A photo from NASA with the words “A New Social” overlaid on it.
Image: A New Social, NASA

The open social web still isn’t as open as we all might want, but a non-profit is being formed to try and change that. The non-profit, called A New Social, is being headed up by Ryan Barrett, the founder of Bridgy Fed, and Anuj Ahooja, an engineering leader and writer.

“We believe that a healthy ecosystem competes on innovative features, not critical mass,” A New Social says on its mission page. “The social web should be centered around people, not platforms, and artificial walls should not deny them the relationships they’ve built online.” The organization is “betting on services built on open protocols like ActivityPub and ATProto” and says it will “work directly with developers to continue ensuring competition in the open social web, with a focus on advocating for users every step of the way.”

The non-profit is still in its very early stages; Barrett and Ahooja will be “recruiting a Board of Directors, identifying cross-protocol projects, and reaching out to developers to collaborate on tools and services needed for cross-protocol community building,” according to a press release.

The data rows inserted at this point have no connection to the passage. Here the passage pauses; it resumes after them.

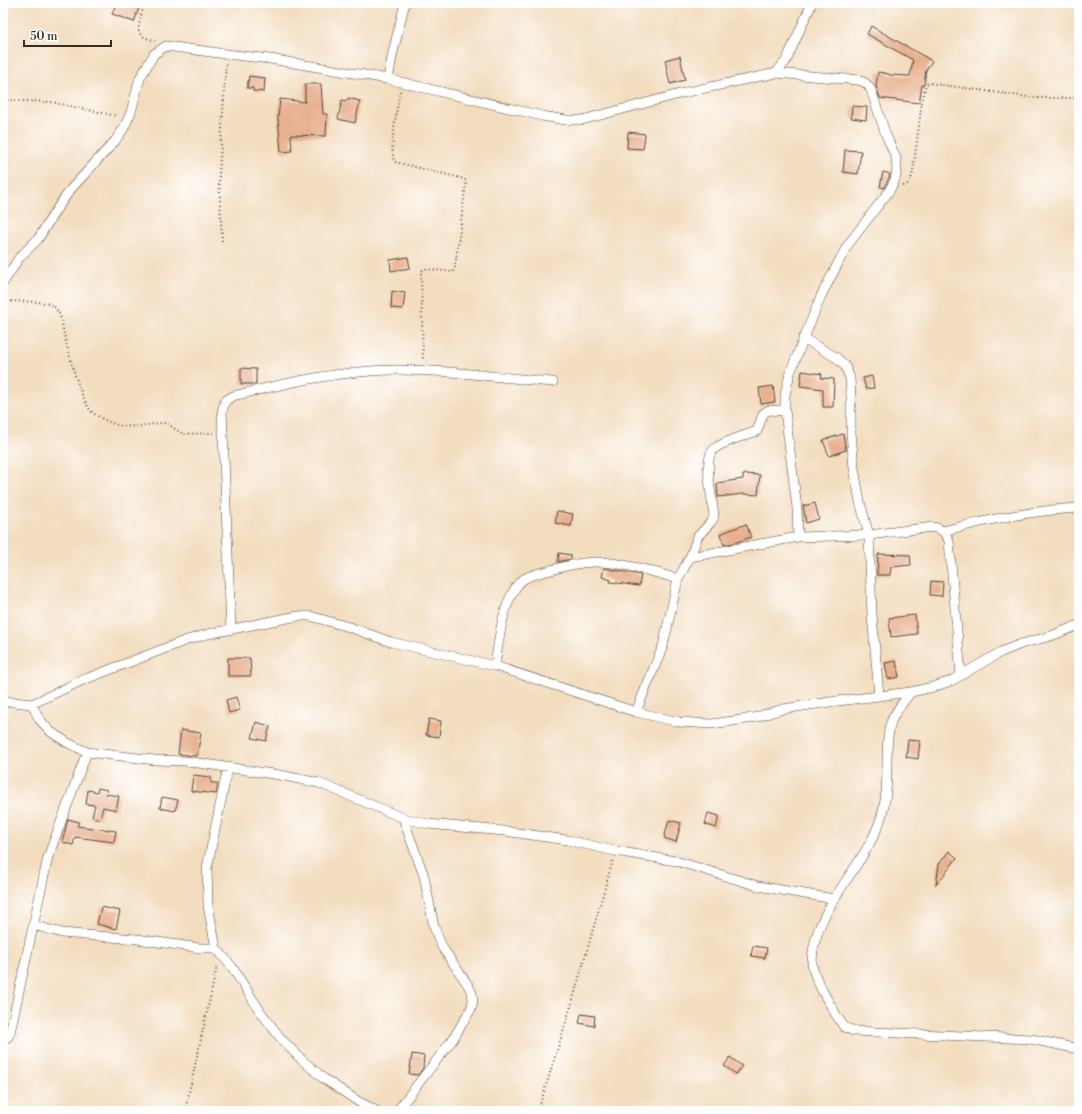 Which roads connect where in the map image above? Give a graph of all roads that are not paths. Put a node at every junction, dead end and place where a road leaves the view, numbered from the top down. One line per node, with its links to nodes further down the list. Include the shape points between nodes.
1 (405, 3): 4 (street)
2 (812, 3): 3 (street, via 786,61)
3 (776, 73): 4 (street, via 687,92 582,120 542,116); 6 (street, via 864,82 871,90 896,158 895,180 847,246 824,290)
4 (388, 79): 5 (street, via 270,58 166,46 154,54 140,78 128,119 115,141 71,189 38,239 19,258)
5 (3, 283)
6 (804, 338): 8 (street, via 786,385); 11 (street, via 837,358 845,366 850,378 854,468)
7 (553, 382): 16 (street, via 423,370 360,372 289,382 233,396 225,401 222,412)
8 (785, 410): 12 (street); 13 (street, via 768,410 763,414 758,431 715,448 711,452 708,466 714,516 698,536)
9 (1079, 508): 10 (street, via 1022,514)
10 (943, 531): 11 (street, via 933,527); 18 (street, via 949,541)
11 (869, 534): 12 (street); 20 (street)
12 (798, 537): 13 (street)
13 (690, 557): 14 (street)
14 (678, 579): 17 (street, via 646,570 596,562 554,569 527,577 518,584 509,600); 23 (street, via 663,646)
15 (1079, 625): 18 (street, via 1001,652)
16 (231, 629): 17 (street, via 310,616 391,642); 22 (street, via 161,650 83,680)
17 (495, 666): 23 (street)
18 (961, 675): 19 (street, via 951,681)
19 (911, 692): 20 (street); 27 (street, via 891,720 888,731 886,796 874,838)
20 (879, 696): 23 (street, via 783,709 712,724 679,722)
21 (3, 701): 22 (street)
22 (32, 704): 24 (street, via 39,719 51,732)
23 (636, 712)
24 (87, 752): 25 (street); 28 (street, via 48,857)
25 (228, 767): 26 (street, via 319,783); 29 (street, via 208,868 208,906)
26 (403, 818): 27 (street, via 428,824 559,838 676,861 758,886); 33 (street, via 424,876 434,928 442,947 468,985 473,1001 453,1039)
27 (834, 899): 31 (street, via 818,929 812,962 814,972 844,1027 854,1030 1031,1040)
28 (33, 925): 29 (street, via 62,933 137,939); 30 (street, via 10,1033)
29 (218, 950): 32 (street, via 282,1040 323,1078)
30 (3, 1040)
31 (1079, 1049)
32 (377, 1111)
33 (397, 1111)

But they’ve already identified A New Social’s first project: Barrett’s own Bridgy Fed, which you can use to have your Bluesky posts appear on ActivityPub-based platforms like Mastodon (aka the fediverse) and vice versa. And A New Social is already talking with big players in the open social web, including Bluesky, Flipboard, Mastodon, and Meta.

“All of these platforms are making some big important promises to their users,” Ahooja says in an interview with The Verge. He points out that Threads has made promises to federate (which it is doing in baby steps), while Bluesky has promised that its end goal is decentralization. “Us sitting in the middle puts us in a place where we have to be loud when they are not keeping those promises up.” He says that Bridgy Fed is an “implementation of a larger user advocacy problem that we’re trying to solve.”

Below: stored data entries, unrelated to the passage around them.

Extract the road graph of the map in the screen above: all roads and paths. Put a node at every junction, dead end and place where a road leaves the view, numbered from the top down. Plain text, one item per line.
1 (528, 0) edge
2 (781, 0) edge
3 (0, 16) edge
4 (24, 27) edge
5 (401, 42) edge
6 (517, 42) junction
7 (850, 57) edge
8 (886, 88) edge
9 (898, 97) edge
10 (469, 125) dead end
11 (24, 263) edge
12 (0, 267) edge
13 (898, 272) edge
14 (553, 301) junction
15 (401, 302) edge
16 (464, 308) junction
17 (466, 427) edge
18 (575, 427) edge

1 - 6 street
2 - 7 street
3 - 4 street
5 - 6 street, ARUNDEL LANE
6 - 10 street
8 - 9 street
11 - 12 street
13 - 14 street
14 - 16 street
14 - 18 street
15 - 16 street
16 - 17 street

I think it’s a cool idea, but I was a touch skeptical during our interview — just before we talked, I had read about how another promising fediverse project Ahooja worked on, sub.club, would be shutting down. How can users put their faith in open social web projects like Bridgy Fed long term if those projects might just fizzle out?

Ahooja says that’s part why they’re working with platforms, not just users. “We think that top-down education is more important than anything,” he says. That’s also why they’re taking a cross-network approach, according to Barrett; individual platforms and tools will grow and shrink, but overall, decentralized social media platforms are gaining mindshare, he says. If they can help the overall space get connected and stay connected, “then that’s net positive,” he says.